Nodule volume by semi-automatic software allowed stratification of LC risk across Lung-RADS v1.1 categories. Personalized screening algorithm by increased interval seems feasible in 80% of NLST eligible.
• Using semi-automatic segmentation of nodule volume, Lung-RADS v1.1 selected 10.8% of subjects with positive CT and 96.87 relative risk of lung cancer at 1 year, compared to negative CT. • Negative low-dose CT by Lung-RADS v1.1 was found in 80.6% of NLST eligible and yielded 40 times lower relative risk of lung cancer at 2 years, compared to positive low-dose CT; annual screening could be preference sensitive in this group. • Semi-automatic segmentation of nodule volume and increased screening interval by volumetric Lung-RADS v1.1 could retrospectively suggest a 25.5-41% reduction of LDCT burden, at the cost of 13.6-21.9% rate of delayed diagnosis.

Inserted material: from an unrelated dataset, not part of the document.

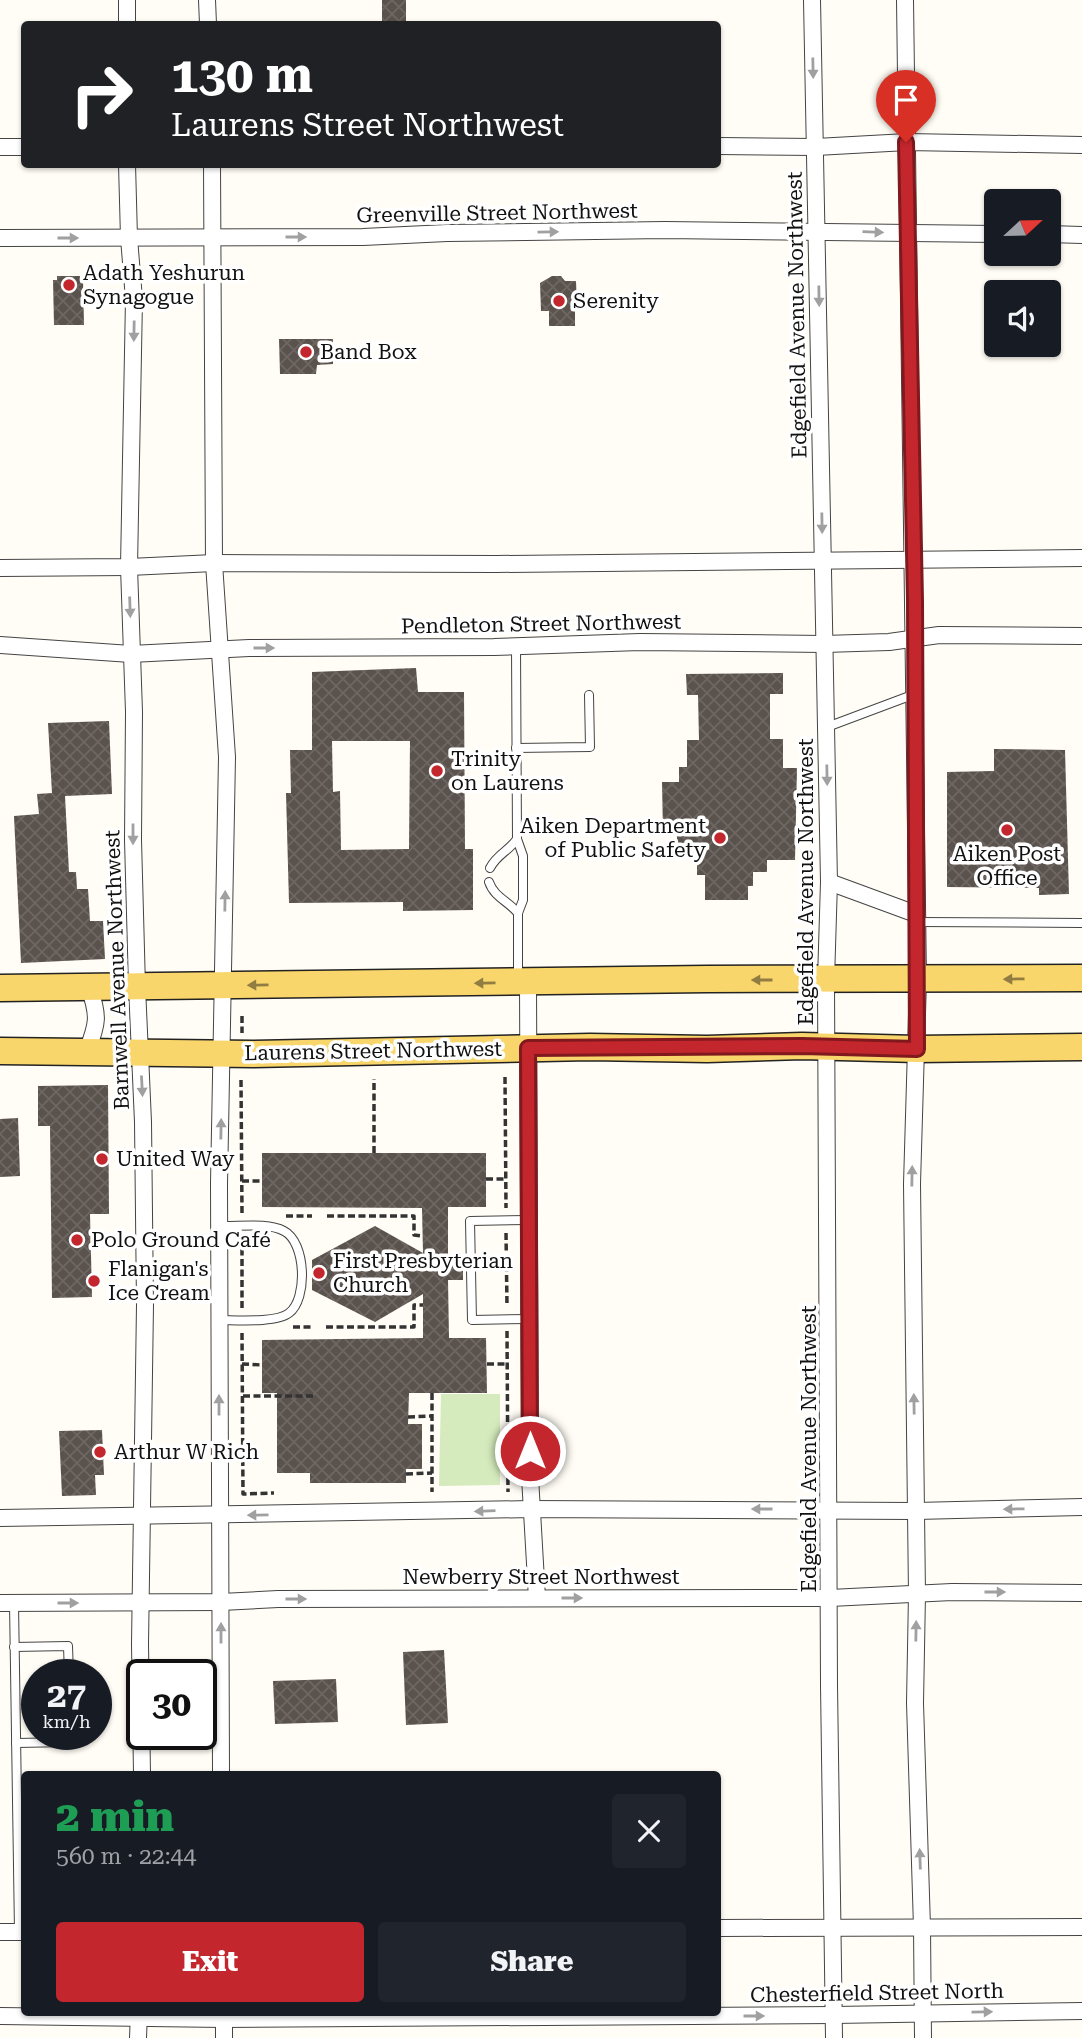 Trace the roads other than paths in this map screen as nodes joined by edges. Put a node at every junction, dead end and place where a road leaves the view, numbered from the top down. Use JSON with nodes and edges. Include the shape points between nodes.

2019 年肺部 CT 筛查报告和数据系统第 1.1 版(Lung-RADS v1.1)引入了用于结节管理的体积类别。本研究的目的是报告 Lung-RADS v1.1 体积类别的分布,并分析 3 年内肺癌(LC)的结果,以探索个性化的肺癌筛查(LCS)算法。
通过国家肺癌筛查试验(NLST)标准,从多中心意大利肺部检测(MILD)试验中回顾性选择受试者。基线特征包括根据 Lung-RADS v1.1 的基于体积的类别选择的测试前指标和结节特征。结节体积通过专用半自动软件进行分割获得。主要结局是 LC 的诊断,通过单变量和多变量模型进行测试。次要结局是 LC 的分期。模拟了增加间隔的算法,以测试延迟诊断(RDD)的发生率和降低低剂量计算机断层扫描(LDCT)的负担。
在 1248 名符合 NLST 条件的受试者中,1 年时 LC 频率为 1.2%,2 年时为 1.8%,3 年时为 2.6%。Lung-RADS v1.1 中的结节体积是 LC 的强烈预测因子:阳性 LDCT 在 1 年时的优势比(OR)为 75.60(p<0.0001),而不确定的 LDCT 在 2 年时的 OR 为 9.16(p=0.0068),在 3 年时的 OR 为 6.35(p=0.0042)。在阴性 LDCT 后的前 2 年内,100%切除的 LC 分期为 I 期。低频筛查的模拟显示 RDD 为 13.6-21.9%,LDCT 负担潜在减少 25.5-41%。
半自动软件的结节体积允许在 Lung-RADS v1.1 类别中对 LC 风险进行分层。通过增加间隔的个性化筛查算法在 80%的 NLST 合格者中似乎是可行的。
使用结节体积的半自动分割,Lung-RADS v1.1 选择了 10.8%的 CT 阳性患者,与 CT 阴性相比,1 年时肺癌的相对风险为 96.87。
阴性的 Lung-RADS v1.1 低剂量 CT 在 80.6%的 NLST 合格者中发现,与阳性的低剂量 CT 相比,2 年内肺癌的相对风险降低了 40 倍;在该组中,年度筛查可能更敏感。
基于体积的 Lung-RADS v1.1 的结节体积半自动分割和增加的筛查间隔可能会回溯性地建议降低 25.5-41%的 LDCT 负担,代价是 13.6-21.9%的延迟诊断率。